On the Metro this evening, while reading "The Cult of True Womanhood" for class and giggling silently to myself, I heard a voice I vaguely recognized. Admittedly, I first thought it was my very married next door neighbor chatting up an intern. Once I actual caught a glimpse of the guy, I realized it was the law student who'd looked me up on facebook, asked me if I wanted to catch This American Life live, never got back to me about the show only to run into me at 2 AM one U St. on Saturday night and never talk to me again after that. D.C. is an alarmingly small town sometimes. While he and the intern were chatting it up I did my best to keep reading and hide behind my hair (owing to magical ever-sagging pants and a noticeable umbrella absence this morning, I was in no position to pretend to be cute in public.) I managed to refocus my attention on the article, again to the point of giggles. I must have looked up smiling because I caught the attention of an older gentleman (40? 45? He had retired Marine hair and wore IT sneakers.)

It is possible that inferred flirtation from my smiling glance upward and immediate diversion. I've read that this maneuver is often adopted by girls who know what they're doing. I most assuredly do not know what I am doing. Two stops later, Sargent Orthopedic Shoes came over to me with his card, scribbled on it a request for coffee.

While I'm flattered and appreciate the balls it must take to do something I'd need an entire bottle of Irish whisky to accomplish, this whole appealing to the Grecian Five set isn't my thing. I'm starting to worry that these men think I am older than I am. Significantly older.

He also has a really ugly business card. Horrible, easily bent card stock and a terrible graphic.
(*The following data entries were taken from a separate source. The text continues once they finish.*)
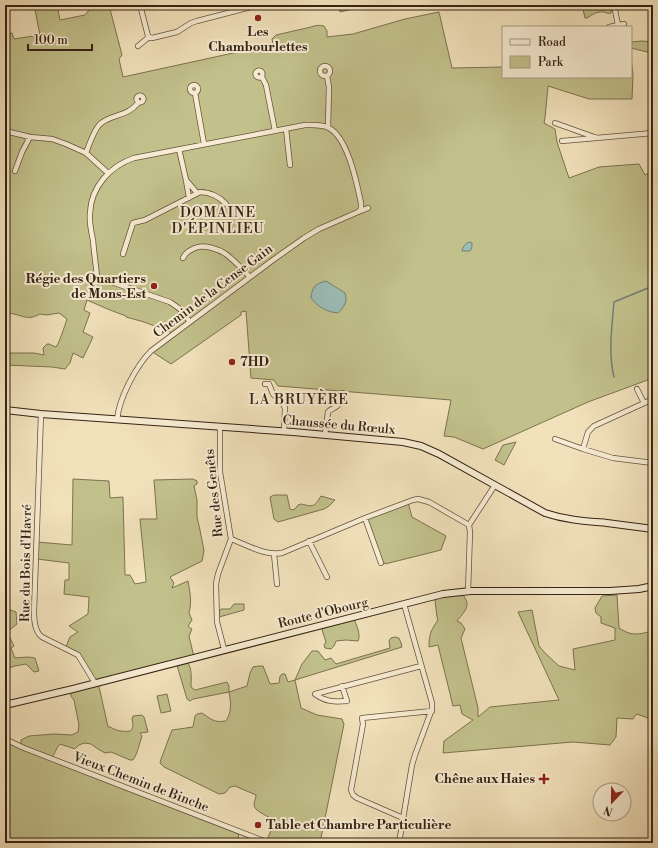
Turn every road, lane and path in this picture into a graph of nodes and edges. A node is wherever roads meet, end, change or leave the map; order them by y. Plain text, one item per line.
1 (140, 5) edge
2 (259, 5) edge
3 (614, 5) edge
4 (624, 24) dead end
5 (618, 25) junction
6 (614, 26) edge
7 (149, 37) junction
8 (138, 46) dead end
9 (262, 76) dead end
10 (327, 76) dead end
11 (195, 93) dead end
12 (138, 102) dead end
13 (555, 123) dead end
14 (328, 127) junction
15 (286, 129) junction
16 (275, 131) junction
17 (5, 132) edge
18 (653, 133) edge
19 (30, 137) junction
20 (599, 138) junction
21 (562, 142) dead end
22 (204, 144) junction
23 (179, 149) junction
24 (86, 153) junction
25 (290, 165) dead end
26 (15, 171) dead end
27 (108, 173) junction
28 (186, 180) junction
29 (197, 193) junction
30 (190, 197) junction
31 (226, 204) dead end
32 (368, 208) dead end
33 (358, 212) junction
34 (123, 254) dead end
35 (184, 258) dead end
36 (250, 277) junction
37 (190, 322) junction
38 (265, 384) dead end
39 (637, 389) dead end
40 (343, 393) dead end
41 (653, 399) edge
42 (644, 403) junction
43 (5, 410) edge
44 (41, 414) junction
45 (117, 420) junction
46 (220, 427) junction
47 (284, 432) junction
48 (325, 435) junction
49 (555, 440) dead end
50 (583, 449) junction
51 (653, 463) edge
52 (494, 485) junction
53 (364, 518) junction
54 (469, 525) junction
55 (653, 530) edge
56 (231, 539) junction
57 (309, 541) junction
58 (274, 554) junction
59 (381, 563) dead end
60 (327, 577) dead end
61 (277, 584) dead end
62 (653, 586) edge
63 (468, 592) junction
64 (404, 604) junction
65 (224, 650) junction
66 (421, 666) junction
67 (95, 683) junction
68 (342, 686) junction
69 (5, 705) edge
70 (432, 711) junction
71 (5, 739) edge
72 (403, 818) junction
73 (269, 843) edge
74 (398, 843) edge

1 - 7 street
2 - 7 street
3 - 5 street
4 - 5 street
5 - 6 street
7 - 8 street
9 - 16 street
10 - 14 street
11 - 22 street
12 - 24 street
13 - 20 street
14 - 15 street
14 - 33 street
15 - 16 street
15 - 25 street
16 - 22 street
17 - 19 street
18 - 20 street
19 - 24 street
19 - 26 street
20 - 21 street
22 - 23 street
23 - 27 street
23 - 28 street
24 - 27 street
27 - 37 street
28 - 29 street
28 - 30 street
29 - 30 street
29 - 31 street
30 - 34 street
32 - 33 street, Chemin de la Cense Gain
33 - 36 street, Chemin de la Cense Gain
35 - 36 street
36 - 37 street, Chemin de la Cense Gain
37 - 45 street, Chemin de la Cense Gain
38 - 47 street
39 - 42 street
40 - 48 street
41 - 42 street
42 - 50 street
43 - 44 main road, Chaussée du Rœulx
44 - 45 main road, Chaussée du Rœulx
44 - 67 street, Rue du Bois d'Havré
45 - 46 main road, Chaussée du Rœulx
46 - 47 main road, Chaussée du Rœulx
46 - 56 street, Rue des Genêts
47 - 48 main road, Chaussée du Rœulx
48 - 52 main road, Chaussée du Rœulx
49 - 50 street
50 - 51 street
52 - 54 street
52 - 55 main road, Chaussée du Rœulx
53 - 54 street
53 - 57 street
53 - 59 street
54 - 63 street
56 - 58 street
56 - 65 street, Rue des Genêts
57 - 58 street
57 - 60 street
58 - 61 street
62 - 63 main road, Route d'Obourg
63 - 64 main road, Route d'Obourg
64 - 65 main road, Route d'Obourg
64 - 66 street
65 - 67 main road, Route d'Obourg
66 - 68 street
66 - 70 street
67 - 69 main road, Route d'Obourg
68 - 68 street
70 - 72 street
70 - 72 street
71 - 73 street, Vieux Chemin de Binche
72 - 74 street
In other news, while walking to the Mason bookstore today, I thought the man in front of me might have been Jason (I really should have given him a nickname.) He was grey in the same places, wore remarkably similar clothing, and walked the same way. By the time I decided whether I was alright with this man actually being Jason, he turned a corner and clearly wasn't.

Sunday, May 10, 2009

Ok, scratch that. Reverse.

Last night, on a corner in D.C., standing in front of a mobile curry stand, I met a person I only know through Facebook. It should be the other way around, shouldn't it?
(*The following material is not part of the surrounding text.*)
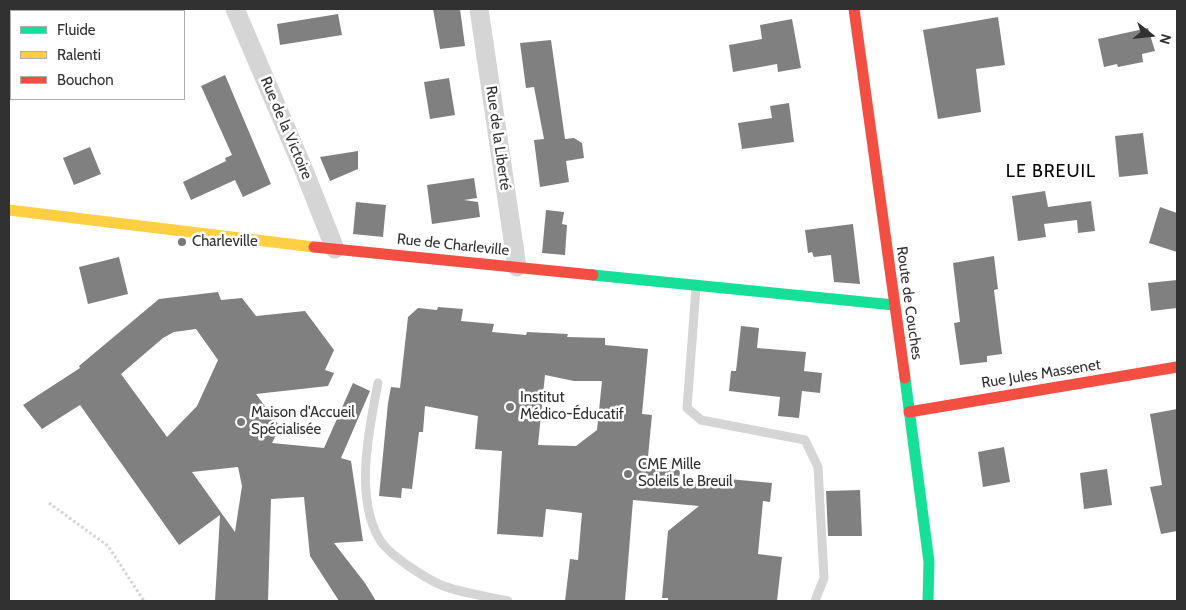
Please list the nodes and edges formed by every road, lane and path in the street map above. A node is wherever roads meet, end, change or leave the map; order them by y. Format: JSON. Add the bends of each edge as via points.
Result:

Sometimes I think this contact degree-removal we encounter as a result of being inundated with electronic means of communication (and constantly choosing those safe encounters over the messy, physical in-person ones) will kill us before we run out of oil. Or it'll turn into Demolition Man and we'll only have sex through headsets. That will also kill us off.
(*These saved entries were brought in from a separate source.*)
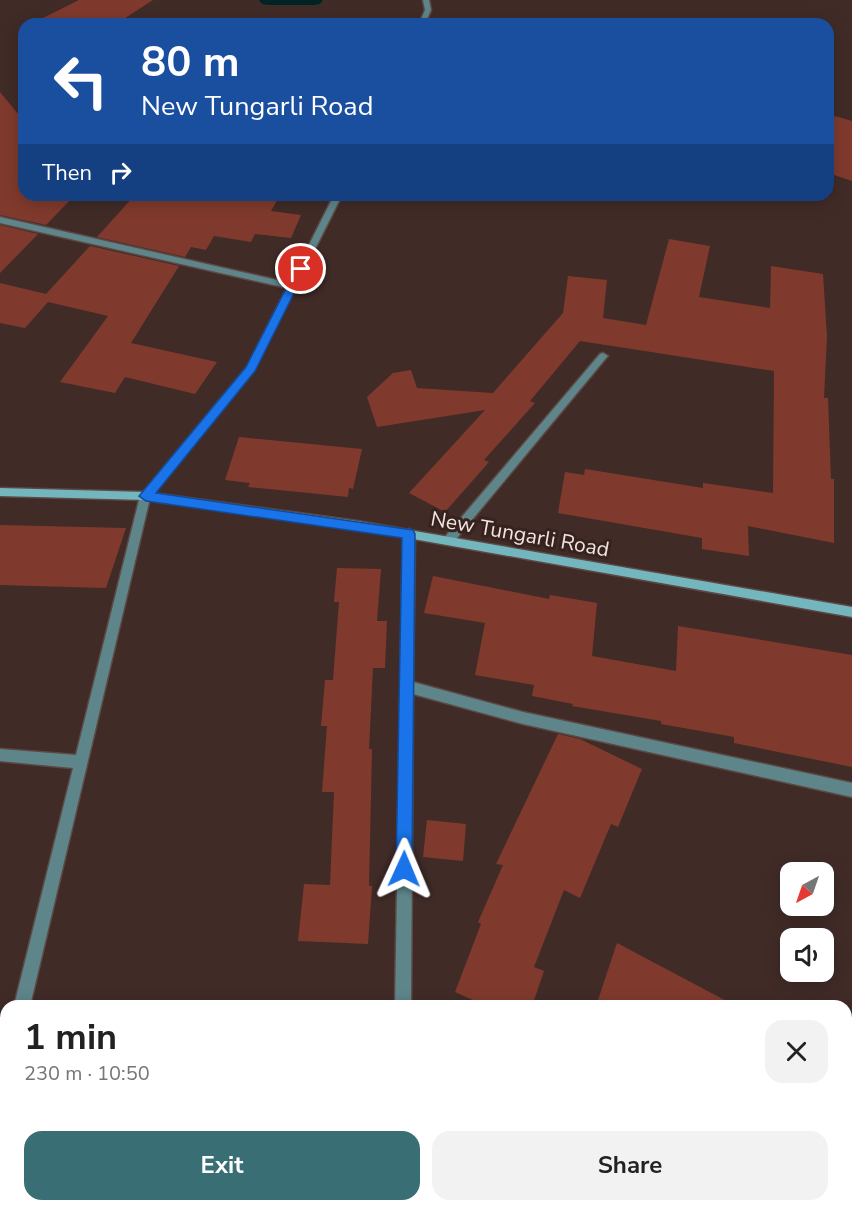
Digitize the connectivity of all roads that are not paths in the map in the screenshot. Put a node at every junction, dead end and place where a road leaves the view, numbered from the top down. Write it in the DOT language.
graph roads {
  1 [pos="426,0"];
  2 [pos="425,18"];
  3 [pos="335,201"];
  4 [pos="0,220"];
  5 [pos="292,286"];
  6 [pos="603,356"];
  7 [pos="0,492"];
  8 [pos="146,496"];
  9 [pos="409,534"];
  10 [pos="448,541"];
  11 [pos="852,612"];
  12 [pos="406,686"];
  13 [pos="0,755"];
  14 [pos="81,762"];
  15 [pos="852,790"];
  16 [pos="23,1000"];
  17 [pos="403,1000"];
  1 -- 2 [label="street"];
  3 -- 5 [label="street"];
  4 -- 5 [label="street"];
  5 -- 8 [label="street"];
  6 -- 10 [label="street"];
  7 -- 8 [label="street, New Tungarli Road"];
  8 -- 9 [label="street, New Tungarli Road"];
  8 -- 14 [label="street"];
  9 -- 10 [label="street, New Tungarli Road"];
  9 -- 12 [label="street"];
  10 -- 11 [label="street, New Tungarli Road"];
  12 -- 15 [label="street"];
  12 -- 17 [label="street"];
  13 -- 14 [label="street"];
  14 -- 16 [label="street"];
}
(on a tangentially related note, I had been worried that my habit of only picking what I deem to be the most attractive pictures of me for my fb profile was giving the Internet a warped vision of what I actually look like. Apparently, I do look like that. Or enough like that that I can pass for facebook me.)

Now to finish this paper and figure out what I'll read on my break. Eco? Borges? I could go for a little PoMo.

Friday, May 1, 2009

You're right. That does put it all in perspective...

Yesterday, after I incorrectly merged what I thought was a duplicate account (two accounts, same, uncommon name, same field, similar interests. I was 90% sure it was the same person), I was called into my boss's office and told that while this was something that is a giant hassle to correct and I should never do it again, in the grand scheme of things it wasn't a huge deal. This was her reasoning:

We've merged around 18,000 accounts since I [boss] started. This has only happened like four times.

Yes, that makes me feel so much better about my mistake. about 17,996 times better about it. Thanks.